En vertu de ce texte, le Maire a le pouvoir de réglementer, voire d’interdire la pratique d’une activité sportive sur le territoire de sa commune par le biais d’un arrêté de police administrative.
Par exemple, un arrêté de police peut pour des raisons de sécurité interdire la pratique de la luge sur certains secteurs d’une station de ski[2], ou imposer des restrictions de circulation des véhicules à moteur sur un parcours de randonnée pédestre, équestre et cyclique pour prévenir les dangers pour les piétons[3].
Dans le cadre de ses pouvoirs de police, le Maire est également tenu de signaler les dangers d’un site ou d’une activité, afin d’en prévenir les risques[4] .
Quelles conditions un arrêté de police doit-il remplir pour être légal ?
Pour être légal, un arrêté de police doit respecter les conditions suivantes :
- La mesure de police doit être motivée et comporter les motifs de fait et de droit justifiant cette restriction à la pratique d’une activité sportive ;
- La mesure ne doit être ni générale, ni absolue. Elle doit être limitée dans le temps et dans l’espace ;
- Elle doit être proportionnée à l’objectif poursuivi et ne pas porter atteinte de manière disproportionnée à une liberté.
S’agissant des sports de nature, ont par exemple été annulés par le juge administratif :
- Un arrêté municipal interdisant la pratique de l’escalade et du base jump toute l’année et sur tout le territoire d’une Commune (CAA Marseille, 6 décembre 2004, n°01MA00902 « l’interdiction de la pratique de l’escalade toute l’année, sur l’ensemble du domaine privé communal – lequel n’est d’ailleurs pas délimité de façon précise – présente un caractère général et absolu qui excède les besoins de la conciliation nécessaire à opérer entre le respect de la liberté individuelle et les contraintes d’intérêt général ; que, par suite, l’arrêté municipal N° 68 du 31 juillet 2000 est entaché d’illégalité et doit être annulé ») ;
- Un arrêté municipal interdisant la pratique de l’escalade et du canyoning sur une partie du territoire de la commune pour des motifs tenant à la dangerosité d’accès et à la dégradation des sites (CAA Marseille, 4 juillet 2005, n°03MA00612 « l’arrêté contesté imposait une interdiction permanente de caractère général et absolu, en tout état de cause disproportionnée par rapport aux buts poursuivis, et dont la nécessité, tant en ce qui concerne la dégradation des sites que la dangerosité d’accès n’est aucunement établie »).
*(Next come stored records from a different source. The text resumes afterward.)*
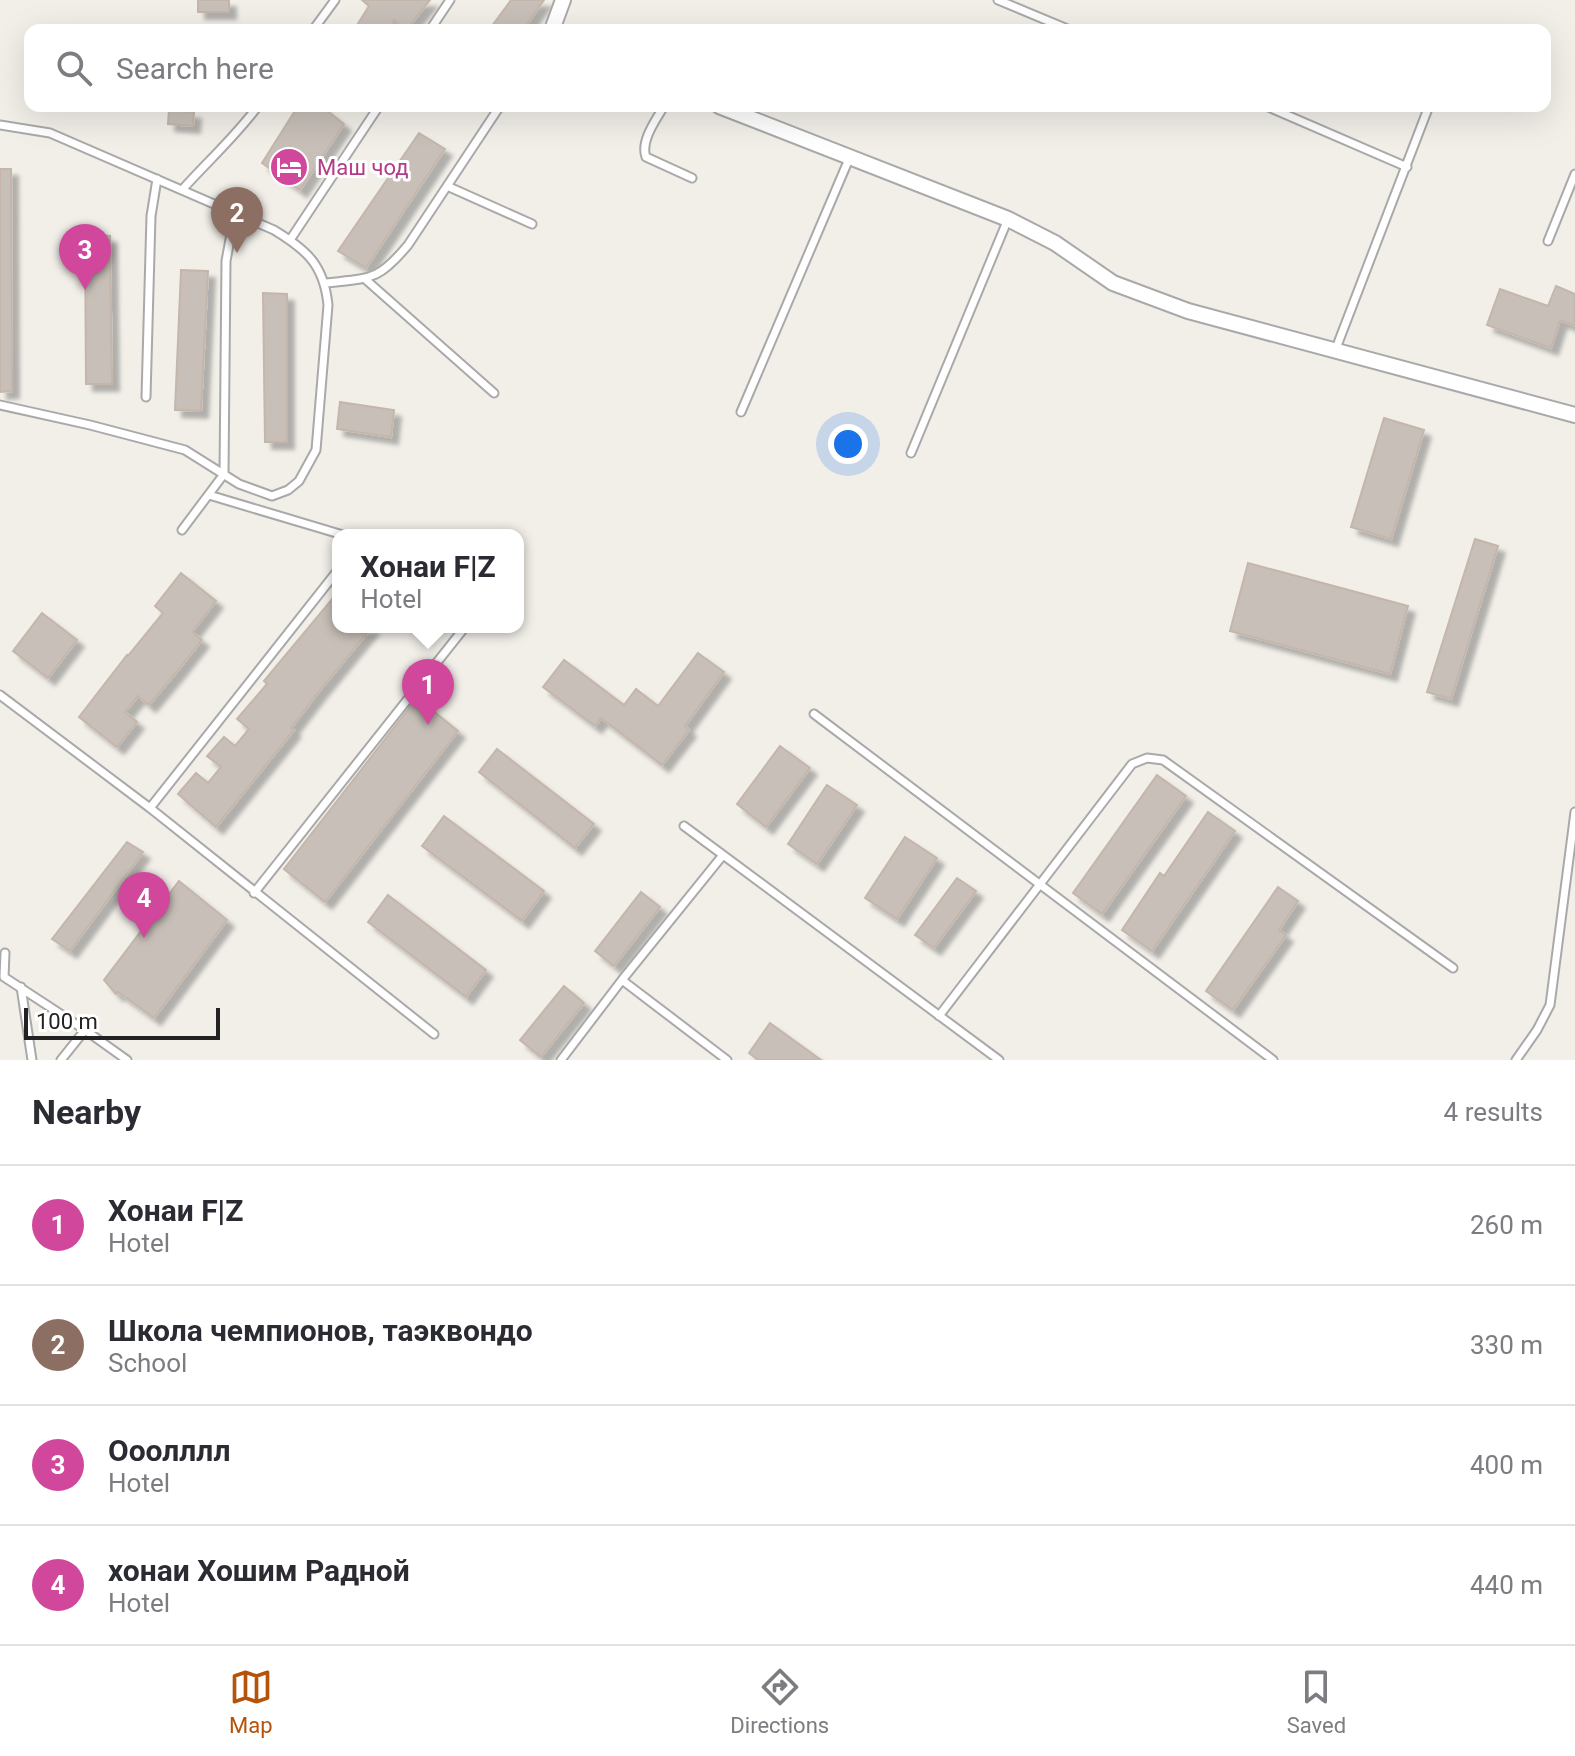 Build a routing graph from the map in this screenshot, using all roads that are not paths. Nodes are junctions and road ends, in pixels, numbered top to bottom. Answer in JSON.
{"nodes":[{"id":1,"x":335,"y":0,"type":"edge"},
{"id":2,"x":450,"y":0,"type":"edge"},
{"id":3,"x":563,"y":0,"type":"edge"},
{"id":4,"x":998,"y":0,"type":"edge"},
{"id":5,"x":317,"y":24,"type":"edge"},
{"id":6,"x":434,"y":24,"type":"edge"},
{"id":7,"x":553,"y":24,"type":"edge"},
{"id":8,"x":1056,"y":24,"type":"edge"},
{"id":9,"x":253,"y":112,"type":"edge"},
{"id":10,"x":375,"y":112,"type":"edge"},
{"id":11,"x":496,"y":112,"type":"edge"},
{"id":12,"x":661,"y":112,"type":"edge"},
{"id":13,"x":734,"y":112,"type":"edge"},
{"id":14,"x":1280,"y":112,"type":"edge"},
{"id":15,"x":1427,"y":112,"type":"edge"},
{"id":16,"x":0,"y":125,"type":"edge"},
{"id":17,"x":849,"y":159,"type":"junction"},
{"id":18,"x":1407,"y":167,"type":"junction"},
{"id":19,"x":1575,"y":174,"type":"edge"},
{"id":20,"x":692,"y":178,"type":"dead end"},
{"id":21,"x":157,"y":179,"type":"junction"},
{"id":22,"x":447,"y":186,"type":"junction"},
{"id":23,"x":182,"y":190,"type":"junction"},
{"id":24,"x":235,"y":212,"type":"junction"},
{"id":25,"x":1008,"y":219,"type":"junction"},
{"id":26,"x":532,"y":224,"type":"dead end"},
{"id":27,"x":290,"y":240,"type":"junction"},
{"id":28,"x":1548,"y":241,"type":"dead end"},
{"id":29,"x":365,"y":279,"type":"junction"},
{"id":30,"x":326,"y":283,"type":"junction"},
{"id":31,"x":1335,"y":351,"type":"junction"},
{"id":32,"x":494,"y":393,"type":"dead end"},
{"id":33,"x":146,"y":397,"type":"dead end"},
{"id":34,"x":0,"y":405,"type":"edge"},
{"id":35,"x":741,"y":412,"type":"dead end"},
{"id":36,"x":1575,"y":415,"type":"edge"},
{"id":37,"x":911,"y":453,"type":"dead end"},
{"id":38,"x":224,"y":474,"type":"junction"},
{"id":39,"x":209,"y":495,"type":"junction"},
{"id":40,"x":182,"y":530,"type":"dead end"},
{"id":41,"x":332,"y":532,"type":"edge"},
{"id":42,"x":332,"y":578,"type":"edge"},
{"id":43,"x":460,"y":633,"type":"edge"},
{"id":44,"x":0,"y":695,"type":"edge"},
{"id":45,"x":814,"y":714,"type":"dead end"},
{"id":46,"x":150,"y":808,"type":"junction"},
{"id":47,"x":1575,"y":812,"type":"edge"},
{"id":48,"x":684,"y":826,"type":"dead end"},
{"id":49,"x":723,"y":855,"type":"junction"},
{"id":50,"x":1040,"y":884,"type":"junction"},
{"id":51,"x":254,"y":893,"type":"junction"},
{"id":52,"x":5,"y":953,"type":"dead end"},
{"id":53,"x":1453,"y":968,"type":"dead end"},
{"id":54,"x":622,"y":980,"type":"junction"},
{"id":55,"x":21,"y":987,"type":"junction"},
{"id":56,"x":939,"y":1016,"type":"junction"},
{"id":57,"x":85,"y":1030,"type":"junction"},
{"id":58,"x":434,"y":1034,"type":"dead end"},
{"id":59,"x":32,"y":1060,"type":"edge"},
{"id":60,"x":61,"y":1060,"type":"edge"},
{"id":61,"x":127,"y":1060,"type":"edge"},
{"id":62,"x":561,"y":1060,"type":"edge"},
{"id":63,"x":727,"y":1060,"type":"edge"},
{"id":64,"x":999,"y":1060,"type":"edge"},
{"id":65,"x":1273,"y":1060,"type":"edge"},
{"id":66,"x":1516,"y":1060,"type":"edge"}],
"edges":[{"from":1,"to":5,"type":"lane"},
{"from":2,"to":6,"type":"lane"},
{"from":3,"to":7,"type":"street"},
{"from":4,"to":8,"type":"lane"},
{"from":9,"to":23,"type":"lane"},
{"from":10,"to":27,"type":"lane"},
{"from":11,"to":22,"type":"lane"},
{"from":12,"to":20,"type":"lane"},
{"from":13,"to":17,"type":"street"},
{"from":14,"to":18,"type":"lane"},
{"from":15,"to":18,"type":"lane"},
{"from":16,"to":21,"type":"lane"},
{"from":17,"to":25,"type":"street"},
{"from":17,"to":35,"type":"lane"},
{"from":18,"to":31,"type":"lane"},
{"from":19,"to":28,"type":"lane"},
{"from":21,"to":23,"type":"lane"},
{"from":21,"to":33,"type":"lane"},
{"from":22,"to":26,"type":"lane"},
{"from":22,"to":29,"type":"lane"},
{"from":23,"to":24,"type":"lane"},
{"from":24,"to":27,"type":"lane"},
{"from":24,"to":38,"type":"lane"},
{"from":25,"to":31,"type":"street"},
{"from":25,"to":37,"type":"lane"},
{"from":27,"to":30,"type":"lane"},
{"from":29,"to":30,"type":"lane"},
{"from":29,"to":32,"type":"lane"},
{"from":30,"to":38,"type":"lane"},
{"from":31,"to":36,"type":"street"},
{"from":34,"to":38,"type":"lane"},
{"from":38,"to":39,"type":"lane"},
{"from":39,"to":40,"type":"lane"},
{"from":39,"to":41,"type":"lane"},
{"from":42,"to":46,"type":"lane"},
{"from":43,"to":51,"type":"lane"},
{"from":44,"to":46,"type":"lane"},
{"from":45,"to":50,"type":"lane"},
{"from":46,"to":51,"type":"lane"},
{"from":47,"to":66,"type":"lane"},
{"from":48,"to":49,"type":"lane"},
{"from":49,"to":54,"type":"lane"},
{"from":49,"to":56,"type":"lane"},
{"from":50,"to":53,"type":"lane"},
{"from":50,"to":56,"type":"lane"},
{"from":50,"to":65,"type":"lane"},
{"from":51,"to":58,"type":"lane"},
{"from":52,"to":55,"type":"lane"},
{"from":54,"to":62,"type":"lane"},
{"from":54,"to":63,"type":"lane"},
{"from":55,"to":57,"type":"lane"},
{"from":55,"to":59,"type":"lane"},
{"from":56,"to":64,"type":"lane"},
{"from":57,"to":60,"type":"lane"},
{"from":57,"to":61,"type":"lane"}]} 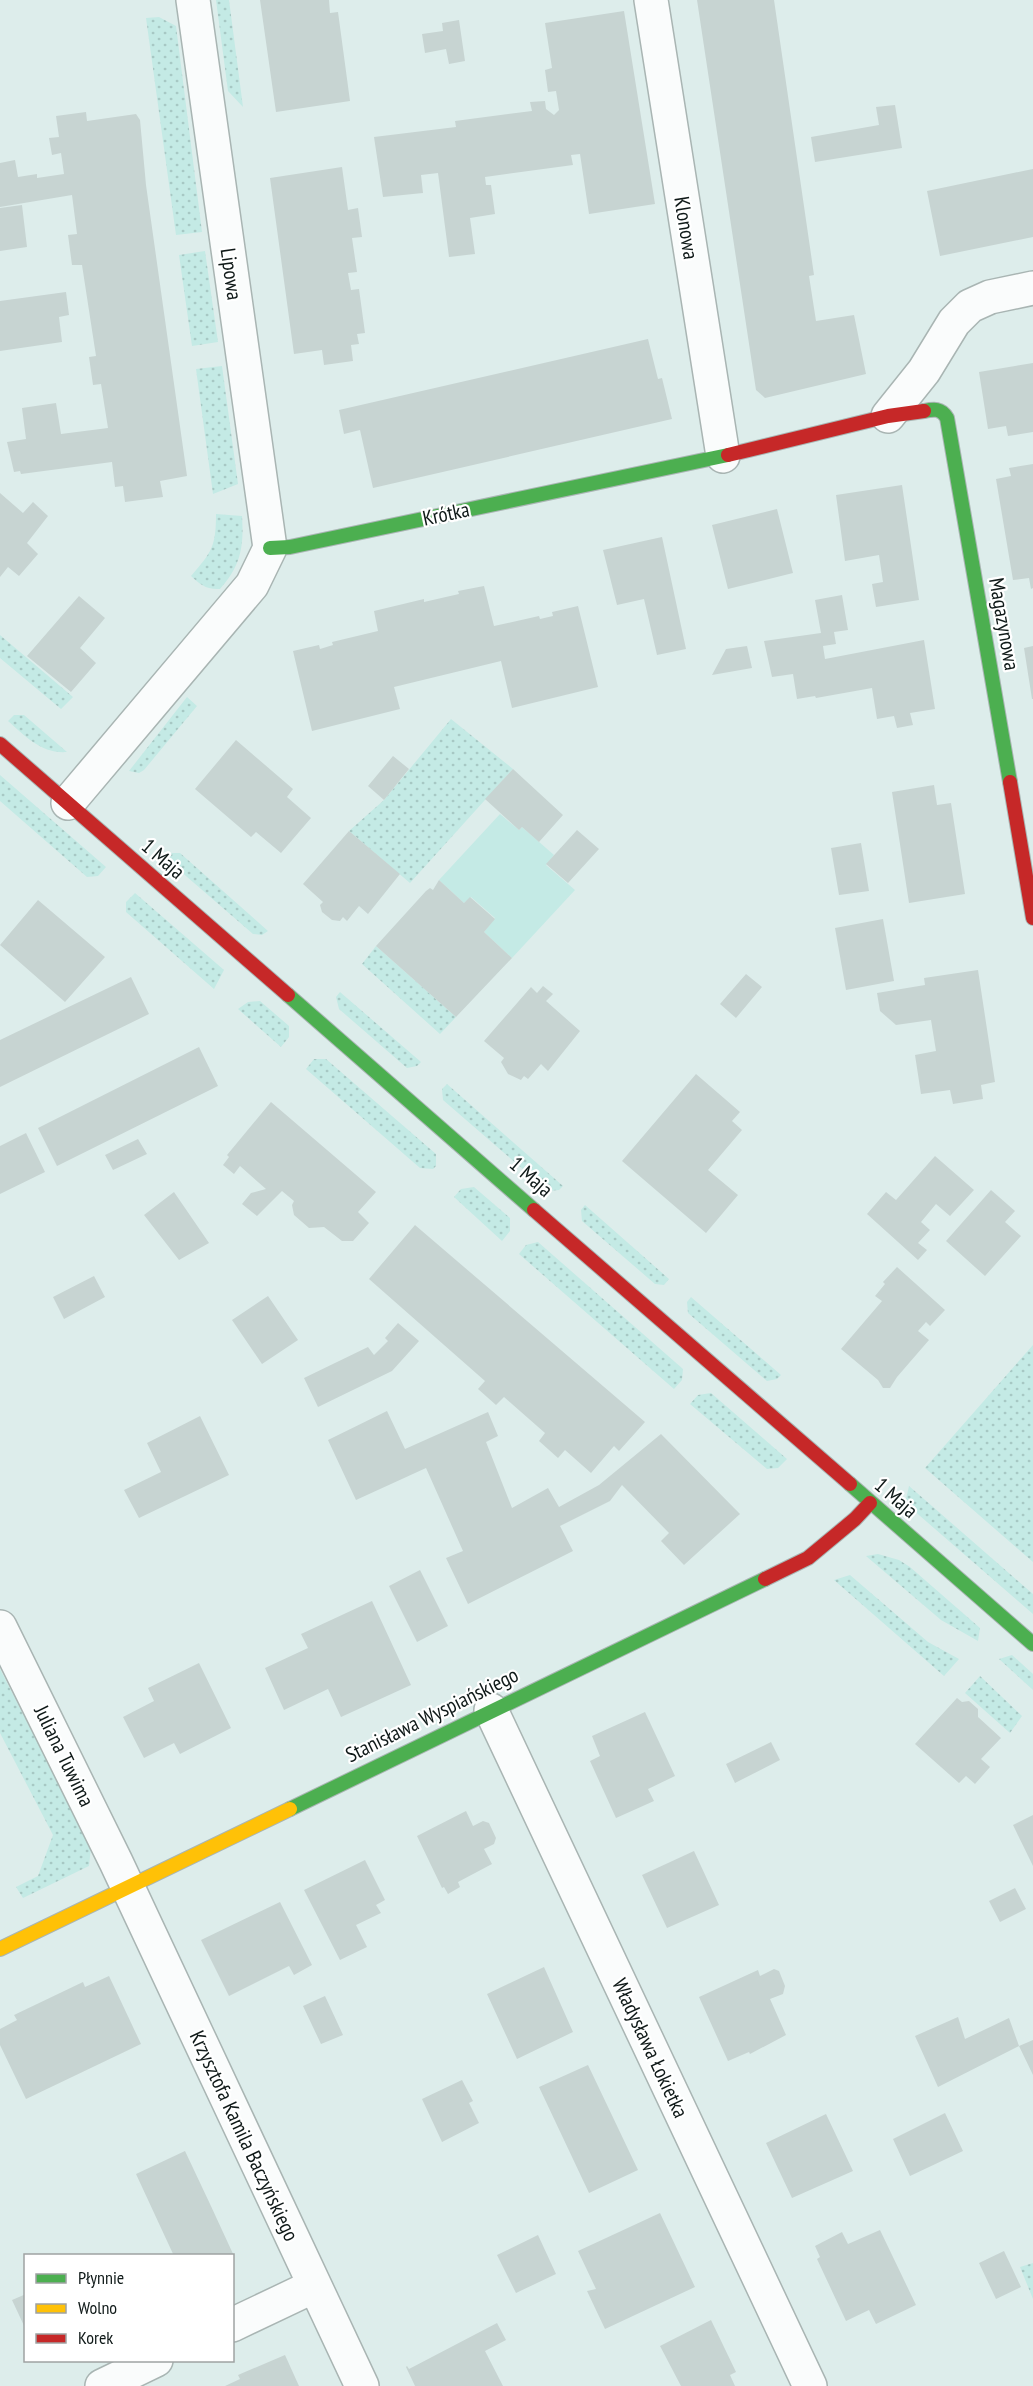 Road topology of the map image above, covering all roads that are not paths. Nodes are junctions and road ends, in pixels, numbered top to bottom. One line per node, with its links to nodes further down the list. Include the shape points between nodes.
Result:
1 (193, 0): 7 (street, Lipowa)
2 (651, 0): 6 (street, Klonowa)
3 (1033, 288): 5 (street, via 990,297 970,306 954,322 924,371)
4 (940, 410): 5 (street, Krótka); 10 (street, Magazynowa, via 947,418)
5 (888, 416): 6 (street, Krótka)
6 (723, 456): 7 (street, Krótka, via 290,547)
7 (270, 548): 9 (street, via 252,585)
8 (0, 744): 9 (street, 1 Maja)
9 (68, 804): 11 (street, 1 Maja)
10 (1033, 918)
11 (870, 1503): 13 (street, 1 Maja); 14 (street, Stanisława Wyspiańskiego, via 808,1558)
12 (0, 1627): 15 (street, Juliana Tuwima)
13 (1033, 1644)
14 (491, 1710): 15 (street, Stanisława Wyspiańskiego); 22 (street, Władysława Łokietka)
15 (128, 1886): 16 (street, Stanisława Wyspiańskiego); 17 (street, Krzysztofa Kamila Baczyńskiego)
16 (0, 1949)
17 (314, 2286): 18 (street); 21 (street, Krzysztofa Kamila Baczyńskiego)
18 (234, 2324)
19 (154, 2362): 20 (street)
20 (102, 2386)
21 (362, 2386)
22 (810, 2386)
Si un arrêté restreignant la pratique d’une activité sportive en milieu naturel ne respecte pas ces conditions, il peut être contesté devant le juge administratif et encourt l’annulation.
Peut-on contester un arrêté de police ?
En pratique, un arrêté de police peut être contesté :
- Dans un délai de recours de deux mois à compter de sa publication ou de sa notification ;
- Soit devant le Maire (recours gracieux) ;
- Soit directement devant le tribunal administratif (recours en excès de pouvoir) ;
A la suite d’un recours gracieux, le Maire peut revenir sur sa décision en modifiant son arrêté ou en le retirant. S’il le maintient, le juge pourra être saisi.
Le tribunal administratif est seul compétent pour se prononcer sur la légalité d’une mesure de police administrative.
Le juge administratif vérifie :
- Si la mesure est adéquate et proportionnée aux motifs retenus par le Maire
- Si la mesure n’est ni générale, ni absolue
- Que la mesure ne porte pas une atteinte disproportionnée à une liberté.
Pour ce faire, il examine concrètement les motifs ayant conduit le Maire à prendre une telle mesure.
Et le juge n’hésite pas à prononcer l’annulation d’un arrêté de police s’il considère que l’interdiction de la pratique sportive n’est pas proportionnée aux objectifs poursuivis et par exemple que le risque pour la sécurité n’est pas établi[5].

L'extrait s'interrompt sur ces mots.